LISTED ENTRIES:
*** Begin section ***

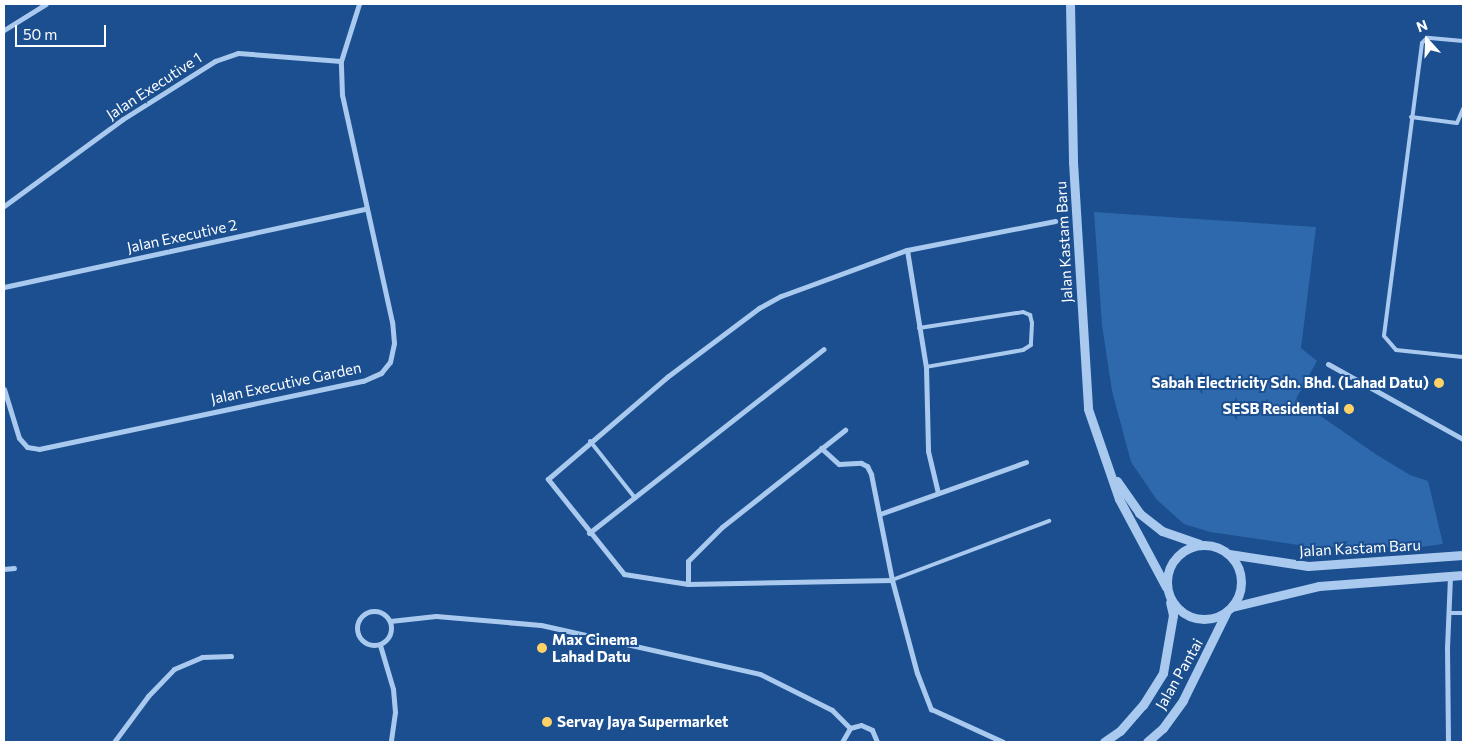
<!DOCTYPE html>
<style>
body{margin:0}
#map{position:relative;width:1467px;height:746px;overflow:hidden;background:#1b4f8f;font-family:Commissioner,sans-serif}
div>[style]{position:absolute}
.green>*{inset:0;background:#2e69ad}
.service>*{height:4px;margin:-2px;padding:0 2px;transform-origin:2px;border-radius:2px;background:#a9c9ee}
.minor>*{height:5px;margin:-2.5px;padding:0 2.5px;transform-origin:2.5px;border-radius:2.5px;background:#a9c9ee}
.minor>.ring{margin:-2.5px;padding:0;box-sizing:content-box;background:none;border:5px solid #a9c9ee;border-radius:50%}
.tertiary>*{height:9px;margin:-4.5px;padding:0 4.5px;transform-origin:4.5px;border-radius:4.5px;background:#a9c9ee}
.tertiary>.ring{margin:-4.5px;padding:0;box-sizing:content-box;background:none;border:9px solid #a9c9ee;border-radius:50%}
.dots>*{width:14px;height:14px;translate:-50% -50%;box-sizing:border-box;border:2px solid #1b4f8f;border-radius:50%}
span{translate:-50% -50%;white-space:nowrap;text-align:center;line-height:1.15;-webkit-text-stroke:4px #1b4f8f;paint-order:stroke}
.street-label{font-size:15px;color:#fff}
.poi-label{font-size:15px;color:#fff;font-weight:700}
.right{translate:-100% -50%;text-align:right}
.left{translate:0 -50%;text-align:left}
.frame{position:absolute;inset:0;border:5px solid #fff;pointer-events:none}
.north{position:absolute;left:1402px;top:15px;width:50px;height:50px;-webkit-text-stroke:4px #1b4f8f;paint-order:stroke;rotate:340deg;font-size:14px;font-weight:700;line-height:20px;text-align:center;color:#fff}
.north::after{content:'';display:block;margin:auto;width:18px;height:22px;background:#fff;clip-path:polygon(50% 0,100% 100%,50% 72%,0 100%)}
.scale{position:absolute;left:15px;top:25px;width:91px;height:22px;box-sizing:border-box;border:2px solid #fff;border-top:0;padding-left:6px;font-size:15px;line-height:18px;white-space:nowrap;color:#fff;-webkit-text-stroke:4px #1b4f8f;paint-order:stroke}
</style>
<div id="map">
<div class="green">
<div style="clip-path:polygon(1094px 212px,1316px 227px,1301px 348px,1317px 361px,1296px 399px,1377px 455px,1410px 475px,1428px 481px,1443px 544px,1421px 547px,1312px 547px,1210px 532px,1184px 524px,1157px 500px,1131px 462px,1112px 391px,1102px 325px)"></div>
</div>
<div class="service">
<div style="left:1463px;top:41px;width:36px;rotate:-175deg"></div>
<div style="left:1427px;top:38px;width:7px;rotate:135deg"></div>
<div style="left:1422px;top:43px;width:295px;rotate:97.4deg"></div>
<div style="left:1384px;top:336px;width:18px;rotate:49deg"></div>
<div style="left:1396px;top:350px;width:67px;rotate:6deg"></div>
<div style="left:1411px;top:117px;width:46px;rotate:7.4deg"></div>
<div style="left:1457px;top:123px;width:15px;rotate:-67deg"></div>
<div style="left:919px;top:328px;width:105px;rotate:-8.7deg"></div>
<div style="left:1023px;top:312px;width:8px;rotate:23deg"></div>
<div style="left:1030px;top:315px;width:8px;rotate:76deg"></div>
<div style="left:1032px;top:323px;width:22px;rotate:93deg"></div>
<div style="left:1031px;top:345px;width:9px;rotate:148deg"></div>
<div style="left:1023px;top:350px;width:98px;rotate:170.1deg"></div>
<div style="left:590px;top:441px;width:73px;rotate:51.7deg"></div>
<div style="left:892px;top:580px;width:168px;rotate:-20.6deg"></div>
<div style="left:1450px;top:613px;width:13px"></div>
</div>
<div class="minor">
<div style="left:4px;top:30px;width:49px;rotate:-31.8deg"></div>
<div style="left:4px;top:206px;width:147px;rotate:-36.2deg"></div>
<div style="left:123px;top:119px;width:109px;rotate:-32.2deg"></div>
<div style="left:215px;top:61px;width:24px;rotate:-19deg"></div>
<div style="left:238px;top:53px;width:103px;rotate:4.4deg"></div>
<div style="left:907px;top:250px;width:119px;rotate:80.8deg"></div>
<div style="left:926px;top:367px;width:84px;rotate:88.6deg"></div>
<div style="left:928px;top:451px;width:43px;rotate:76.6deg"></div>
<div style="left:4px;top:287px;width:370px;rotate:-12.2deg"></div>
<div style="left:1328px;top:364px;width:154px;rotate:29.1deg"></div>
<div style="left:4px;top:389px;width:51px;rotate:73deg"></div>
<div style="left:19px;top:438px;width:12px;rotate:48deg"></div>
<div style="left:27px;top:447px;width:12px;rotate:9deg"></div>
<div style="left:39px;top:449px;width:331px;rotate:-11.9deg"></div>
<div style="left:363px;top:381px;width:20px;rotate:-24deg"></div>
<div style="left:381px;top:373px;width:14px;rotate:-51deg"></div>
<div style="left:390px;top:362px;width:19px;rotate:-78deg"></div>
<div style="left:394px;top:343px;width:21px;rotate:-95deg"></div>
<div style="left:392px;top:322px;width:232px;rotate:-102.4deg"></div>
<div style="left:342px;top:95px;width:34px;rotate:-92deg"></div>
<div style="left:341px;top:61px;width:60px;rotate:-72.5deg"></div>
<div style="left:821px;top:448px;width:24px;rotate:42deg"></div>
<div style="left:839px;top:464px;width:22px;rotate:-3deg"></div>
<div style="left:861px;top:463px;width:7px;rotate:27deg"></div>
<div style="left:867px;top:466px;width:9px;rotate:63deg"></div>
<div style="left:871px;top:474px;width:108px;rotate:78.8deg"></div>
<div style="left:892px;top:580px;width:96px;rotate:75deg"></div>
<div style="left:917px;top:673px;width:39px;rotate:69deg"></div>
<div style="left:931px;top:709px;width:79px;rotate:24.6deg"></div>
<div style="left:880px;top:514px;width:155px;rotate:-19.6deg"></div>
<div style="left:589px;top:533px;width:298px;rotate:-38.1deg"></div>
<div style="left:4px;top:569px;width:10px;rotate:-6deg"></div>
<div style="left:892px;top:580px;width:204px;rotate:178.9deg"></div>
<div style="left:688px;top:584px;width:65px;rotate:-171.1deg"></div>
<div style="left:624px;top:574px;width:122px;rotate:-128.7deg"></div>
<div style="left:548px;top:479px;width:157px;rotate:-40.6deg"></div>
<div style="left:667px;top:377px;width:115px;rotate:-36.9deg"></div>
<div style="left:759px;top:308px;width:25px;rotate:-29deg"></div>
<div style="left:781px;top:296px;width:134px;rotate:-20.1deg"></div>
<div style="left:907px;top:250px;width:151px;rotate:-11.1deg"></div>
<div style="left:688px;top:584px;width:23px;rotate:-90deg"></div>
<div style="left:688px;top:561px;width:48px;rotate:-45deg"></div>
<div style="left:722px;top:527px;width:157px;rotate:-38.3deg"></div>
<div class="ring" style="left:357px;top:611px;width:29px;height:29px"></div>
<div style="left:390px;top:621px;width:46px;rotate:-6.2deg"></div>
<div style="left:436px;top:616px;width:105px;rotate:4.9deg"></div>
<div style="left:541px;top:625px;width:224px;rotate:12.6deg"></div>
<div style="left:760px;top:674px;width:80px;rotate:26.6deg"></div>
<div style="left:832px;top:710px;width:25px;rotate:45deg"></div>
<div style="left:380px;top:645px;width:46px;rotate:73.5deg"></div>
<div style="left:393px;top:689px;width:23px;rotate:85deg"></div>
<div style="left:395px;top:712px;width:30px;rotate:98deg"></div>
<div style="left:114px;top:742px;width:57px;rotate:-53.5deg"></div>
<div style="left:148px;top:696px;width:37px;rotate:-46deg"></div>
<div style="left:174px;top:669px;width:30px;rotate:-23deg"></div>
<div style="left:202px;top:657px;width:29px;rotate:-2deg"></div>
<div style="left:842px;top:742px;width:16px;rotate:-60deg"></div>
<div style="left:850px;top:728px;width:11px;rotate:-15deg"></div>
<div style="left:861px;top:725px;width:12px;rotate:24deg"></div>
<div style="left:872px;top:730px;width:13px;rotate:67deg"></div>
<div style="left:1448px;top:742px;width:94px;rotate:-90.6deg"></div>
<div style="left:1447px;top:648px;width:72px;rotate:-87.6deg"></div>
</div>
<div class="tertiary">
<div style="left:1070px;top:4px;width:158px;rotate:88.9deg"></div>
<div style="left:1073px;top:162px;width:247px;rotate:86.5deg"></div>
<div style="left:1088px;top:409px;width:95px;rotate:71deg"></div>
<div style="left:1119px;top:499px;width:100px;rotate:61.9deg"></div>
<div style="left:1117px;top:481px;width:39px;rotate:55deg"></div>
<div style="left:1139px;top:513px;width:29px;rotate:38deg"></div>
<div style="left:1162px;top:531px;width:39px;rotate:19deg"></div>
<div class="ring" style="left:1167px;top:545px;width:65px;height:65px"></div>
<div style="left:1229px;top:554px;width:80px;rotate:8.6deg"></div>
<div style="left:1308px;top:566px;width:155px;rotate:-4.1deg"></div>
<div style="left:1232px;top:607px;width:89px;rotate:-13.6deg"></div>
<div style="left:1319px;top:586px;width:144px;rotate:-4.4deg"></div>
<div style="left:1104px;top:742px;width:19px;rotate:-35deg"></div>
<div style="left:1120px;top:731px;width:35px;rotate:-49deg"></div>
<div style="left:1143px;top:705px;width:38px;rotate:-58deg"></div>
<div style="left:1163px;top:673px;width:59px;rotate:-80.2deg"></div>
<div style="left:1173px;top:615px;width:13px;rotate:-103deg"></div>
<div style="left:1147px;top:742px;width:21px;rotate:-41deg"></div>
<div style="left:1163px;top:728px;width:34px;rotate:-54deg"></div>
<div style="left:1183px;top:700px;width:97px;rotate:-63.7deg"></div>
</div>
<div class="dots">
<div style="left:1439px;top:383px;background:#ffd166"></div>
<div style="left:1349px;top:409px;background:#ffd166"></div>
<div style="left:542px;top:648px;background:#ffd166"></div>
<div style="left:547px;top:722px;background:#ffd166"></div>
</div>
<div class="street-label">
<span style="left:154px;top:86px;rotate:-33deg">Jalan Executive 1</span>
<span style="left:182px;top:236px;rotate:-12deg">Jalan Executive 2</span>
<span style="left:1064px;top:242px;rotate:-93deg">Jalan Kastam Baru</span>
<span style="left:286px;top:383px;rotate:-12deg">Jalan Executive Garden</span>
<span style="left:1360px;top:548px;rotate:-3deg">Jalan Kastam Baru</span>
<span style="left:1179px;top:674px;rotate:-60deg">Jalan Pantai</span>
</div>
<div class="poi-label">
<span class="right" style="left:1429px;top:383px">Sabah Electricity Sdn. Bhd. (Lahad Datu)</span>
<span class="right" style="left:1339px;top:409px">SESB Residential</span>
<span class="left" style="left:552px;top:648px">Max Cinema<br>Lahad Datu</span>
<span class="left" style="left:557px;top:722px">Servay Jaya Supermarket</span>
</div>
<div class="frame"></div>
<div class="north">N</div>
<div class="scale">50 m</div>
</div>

*** End section ***

AIM OF THE EXERCISE: Return only the count of lines in the records that hold the word "service".

REPLY TO THE TASK: 2